Discharge planners help avoid COBRA violations
Looking at big picture’ helps patient, hospital
While aware of the high stakes involved in COBRA violations, emergency department personnel many times don’t use a highly effective preventive tool at their disposal their hospital’s discharge planners. Conversely, discharge planners aren’t taking the initiative in educating the harried and overworked ED staff about the important role the discharge planners can play.
"Discharge planners are often called to the ED, but not for the right cases," says Sharon Baschon, a utilization and case management consultant with the Baschon Group in Durham, NC. "Discharge planners know about COBRA [Consolidated Omnibus Budget Reconciliation Act], but since it’s based on medical screening or transfer, don’t perceive that they can have a role in it."
A hospital recently cited for a COBRA violation by the Baltimore-based Health Care Financing Administration (HCFA) provides a case in point, Baschon says.
The case involved an 89-year-old woman treated for a fractured wrist. The hospital was subsequently cited by federal investigators because it failed to do a full neurological exam.
Over the course of several visits to the ED, hospital personnel failed to follow up on several "risk screens" that would have been obvious to any competent discharge planner: The woman was frail and elderly, she lived in a personal care home, she exhibited signs of altered mental status, and she had multiple readmissions to the ED.

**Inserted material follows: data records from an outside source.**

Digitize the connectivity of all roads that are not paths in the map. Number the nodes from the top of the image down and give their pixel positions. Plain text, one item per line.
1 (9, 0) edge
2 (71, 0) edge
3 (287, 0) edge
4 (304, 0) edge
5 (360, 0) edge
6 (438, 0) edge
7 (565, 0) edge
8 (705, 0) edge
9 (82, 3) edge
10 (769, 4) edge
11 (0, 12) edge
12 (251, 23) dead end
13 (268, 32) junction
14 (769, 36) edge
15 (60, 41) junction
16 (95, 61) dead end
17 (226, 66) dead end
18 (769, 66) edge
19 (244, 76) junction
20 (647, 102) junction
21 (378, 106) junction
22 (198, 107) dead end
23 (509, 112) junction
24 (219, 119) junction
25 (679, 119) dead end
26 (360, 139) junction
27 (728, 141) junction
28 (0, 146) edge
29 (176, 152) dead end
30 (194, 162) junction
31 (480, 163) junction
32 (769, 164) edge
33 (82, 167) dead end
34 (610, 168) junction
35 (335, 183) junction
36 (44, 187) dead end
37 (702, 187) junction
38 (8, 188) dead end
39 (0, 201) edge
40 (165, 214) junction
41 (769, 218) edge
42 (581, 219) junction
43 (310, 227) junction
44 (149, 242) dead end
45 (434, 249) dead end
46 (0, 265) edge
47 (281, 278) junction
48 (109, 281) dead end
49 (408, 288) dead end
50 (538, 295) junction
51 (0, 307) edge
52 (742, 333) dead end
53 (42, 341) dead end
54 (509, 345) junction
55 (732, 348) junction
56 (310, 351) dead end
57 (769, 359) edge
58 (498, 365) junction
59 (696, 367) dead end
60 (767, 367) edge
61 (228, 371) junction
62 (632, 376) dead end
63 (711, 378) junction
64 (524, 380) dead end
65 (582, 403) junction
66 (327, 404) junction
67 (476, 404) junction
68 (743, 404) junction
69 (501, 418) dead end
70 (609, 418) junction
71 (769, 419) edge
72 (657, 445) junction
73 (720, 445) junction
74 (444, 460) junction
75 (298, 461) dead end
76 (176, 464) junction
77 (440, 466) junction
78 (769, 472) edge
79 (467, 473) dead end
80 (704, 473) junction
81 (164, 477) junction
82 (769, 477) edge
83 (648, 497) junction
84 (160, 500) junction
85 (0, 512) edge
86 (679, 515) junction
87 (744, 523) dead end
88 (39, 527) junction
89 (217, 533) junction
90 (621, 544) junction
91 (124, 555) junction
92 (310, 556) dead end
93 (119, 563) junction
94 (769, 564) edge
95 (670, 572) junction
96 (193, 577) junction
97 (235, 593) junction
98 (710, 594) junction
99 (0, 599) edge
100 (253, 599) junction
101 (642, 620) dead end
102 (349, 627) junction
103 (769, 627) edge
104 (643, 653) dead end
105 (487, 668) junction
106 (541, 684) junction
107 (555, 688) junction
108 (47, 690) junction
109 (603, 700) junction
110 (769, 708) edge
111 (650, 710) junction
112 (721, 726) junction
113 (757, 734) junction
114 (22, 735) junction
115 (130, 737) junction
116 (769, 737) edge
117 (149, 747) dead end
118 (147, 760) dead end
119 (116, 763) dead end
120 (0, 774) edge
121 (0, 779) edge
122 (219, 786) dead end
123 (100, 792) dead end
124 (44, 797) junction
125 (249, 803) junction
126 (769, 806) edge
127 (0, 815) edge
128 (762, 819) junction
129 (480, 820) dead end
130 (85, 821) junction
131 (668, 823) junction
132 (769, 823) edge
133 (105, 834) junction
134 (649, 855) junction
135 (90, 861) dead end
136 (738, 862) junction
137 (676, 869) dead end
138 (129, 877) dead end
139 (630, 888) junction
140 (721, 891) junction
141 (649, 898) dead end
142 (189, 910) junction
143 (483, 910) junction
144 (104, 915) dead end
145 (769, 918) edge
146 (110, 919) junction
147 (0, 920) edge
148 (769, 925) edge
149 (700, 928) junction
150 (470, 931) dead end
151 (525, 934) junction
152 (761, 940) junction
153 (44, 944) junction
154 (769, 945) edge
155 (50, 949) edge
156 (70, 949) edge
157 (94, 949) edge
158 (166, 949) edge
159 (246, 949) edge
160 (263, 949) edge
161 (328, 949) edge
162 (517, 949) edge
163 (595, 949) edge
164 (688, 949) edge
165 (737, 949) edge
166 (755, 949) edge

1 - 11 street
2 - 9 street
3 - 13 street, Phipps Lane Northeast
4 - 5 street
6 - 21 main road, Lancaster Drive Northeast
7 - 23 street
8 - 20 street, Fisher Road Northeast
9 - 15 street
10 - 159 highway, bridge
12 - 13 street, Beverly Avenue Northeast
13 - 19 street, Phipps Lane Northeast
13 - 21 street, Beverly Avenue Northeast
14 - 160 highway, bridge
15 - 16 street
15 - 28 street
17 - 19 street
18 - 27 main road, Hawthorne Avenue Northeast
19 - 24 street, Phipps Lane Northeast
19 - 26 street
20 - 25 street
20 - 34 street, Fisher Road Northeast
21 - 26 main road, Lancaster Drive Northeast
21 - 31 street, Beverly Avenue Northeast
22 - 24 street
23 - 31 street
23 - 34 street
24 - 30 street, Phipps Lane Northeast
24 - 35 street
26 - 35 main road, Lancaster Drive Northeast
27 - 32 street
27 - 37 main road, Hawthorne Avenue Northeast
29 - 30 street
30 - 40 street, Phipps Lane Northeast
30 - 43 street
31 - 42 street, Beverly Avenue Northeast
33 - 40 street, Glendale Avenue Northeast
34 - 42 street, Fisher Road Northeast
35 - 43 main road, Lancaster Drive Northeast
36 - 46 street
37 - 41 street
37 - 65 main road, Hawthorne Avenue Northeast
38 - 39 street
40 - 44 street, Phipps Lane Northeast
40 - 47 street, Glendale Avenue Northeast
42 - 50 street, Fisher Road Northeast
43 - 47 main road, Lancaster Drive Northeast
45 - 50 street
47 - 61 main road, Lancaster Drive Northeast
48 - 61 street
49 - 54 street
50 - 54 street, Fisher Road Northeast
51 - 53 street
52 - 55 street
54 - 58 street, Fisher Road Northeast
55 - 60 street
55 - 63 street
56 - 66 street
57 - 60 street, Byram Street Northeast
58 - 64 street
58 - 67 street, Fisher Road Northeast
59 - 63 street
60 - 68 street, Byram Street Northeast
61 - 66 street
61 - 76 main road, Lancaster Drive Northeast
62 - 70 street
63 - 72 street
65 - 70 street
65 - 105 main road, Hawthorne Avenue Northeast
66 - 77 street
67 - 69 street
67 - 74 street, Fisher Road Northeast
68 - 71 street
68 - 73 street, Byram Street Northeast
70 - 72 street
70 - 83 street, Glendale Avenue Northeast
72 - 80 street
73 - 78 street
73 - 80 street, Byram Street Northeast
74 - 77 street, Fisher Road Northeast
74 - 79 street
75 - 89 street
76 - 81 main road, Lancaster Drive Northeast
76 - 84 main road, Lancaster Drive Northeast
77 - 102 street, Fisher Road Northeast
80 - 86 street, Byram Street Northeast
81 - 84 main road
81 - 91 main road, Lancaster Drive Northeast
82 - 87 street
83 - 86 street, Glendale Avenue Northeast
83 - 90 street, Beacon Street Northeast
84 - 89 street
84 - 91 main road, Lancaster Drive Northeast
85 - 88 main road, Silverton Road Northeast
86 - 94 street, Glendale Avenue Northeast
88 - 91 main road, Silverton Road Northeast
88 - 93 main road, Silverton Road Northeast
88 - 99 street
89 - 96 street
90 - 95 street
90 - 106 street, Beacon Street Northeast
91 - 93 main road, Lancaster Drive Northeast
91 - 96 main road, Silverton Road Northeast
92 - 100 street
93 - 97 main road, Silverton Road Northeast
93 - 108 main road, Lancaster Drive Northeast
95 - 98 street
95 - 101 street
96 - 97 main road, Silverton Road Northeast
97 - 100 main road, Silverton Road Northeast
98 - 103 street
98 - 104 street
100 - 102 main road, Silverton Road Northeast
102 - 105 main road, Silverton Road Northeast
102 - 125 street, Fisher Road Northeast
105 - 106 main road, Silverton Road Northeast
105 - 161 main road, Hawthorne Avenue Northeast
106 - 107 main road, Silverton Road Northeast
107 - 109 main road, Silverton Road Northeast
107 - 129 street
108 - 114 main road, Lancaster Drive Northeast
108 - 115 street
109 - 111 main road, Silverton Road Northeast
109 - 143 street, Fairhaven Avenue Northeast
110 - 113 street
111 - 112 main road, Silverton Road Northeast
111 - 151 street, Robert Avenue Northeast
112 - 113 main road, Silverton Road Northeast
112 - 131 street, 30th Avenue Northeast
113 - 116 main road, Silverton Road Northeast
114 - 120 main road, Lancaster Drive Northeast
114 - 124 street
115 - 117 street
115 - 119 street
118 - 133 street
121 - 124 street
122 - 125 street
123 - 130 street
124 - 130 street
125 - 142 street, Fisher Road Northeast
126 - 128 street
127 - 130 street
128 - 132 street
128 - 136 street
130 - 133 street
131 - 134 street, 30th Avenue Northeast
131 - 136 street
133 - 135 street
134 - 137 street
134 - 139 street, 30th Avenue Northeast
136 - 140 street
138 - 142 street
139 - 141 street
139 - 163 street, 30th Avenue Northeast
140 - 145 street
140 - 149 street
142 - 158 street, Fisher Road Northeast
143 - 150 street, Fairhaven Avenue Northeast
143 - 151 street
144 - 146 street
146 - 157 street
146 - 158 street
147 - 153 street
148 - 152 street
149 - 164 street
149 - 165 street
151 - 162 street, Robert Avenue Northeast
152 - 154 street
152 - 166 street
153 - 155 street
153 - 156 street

On the first visit, after the woman had fallen and fractured her wrist, Baschon points out, "No one seemed to ask the $64,000 question, Why did she fall?’"
Had a discharge planner been called in on the case, he or she very likely would have recommended home health services for the woman, and would have gotten in touch with her primary care physician to discuss her situation, she says. By the second or third visit, the woman probably would have been put on observation status in the hospital as the discharge planner sought the best care option for her, Baschon suggests. "They would have realized that, obviously, where she’s living is not working out."
As it was, the woman was brought to the ED six times during a period of two weeks. She finally was brought in unconscious, and was later pronounced dead, with the preliminary cause of death documented as "left hip fracture, probable subdural hematoma and cardiovascular arrest," according to a HCFA Statement of Deficiencies and Plan of Correction dated April 1996.
A lot of EDs are missing the boat by not using a discharge planner to safeguard against such occurrences, Baschon says.
"If your hospital does not have a discharge planner based in the ED, the likelihood is that you have a real educational opportunity," she notes. "This is an opportunity for discharge planners to go to the ED and say, These are the services we provide. We’re available in-house during these hours and 24 hours a day by pager.’"
But Baschon says she has found that just telling ED personnel that discharge planners are available is not enough. "Except on very traumatic cases, they won’t remember to call you unless they really get used to seeing you and talking to you."
She suggests doing random assessments, as a quality screen, of patients that are readmitted to the ED to identify those who would have benefited from discharge planning. That gives the discharge planner the opportunity to say, "We could have done this for this patient, and it would have been a better outcome," Baschon says.
"ED people don’t have time to do discharge planning," she adds. "If you do it, it’s a benefit for the patient."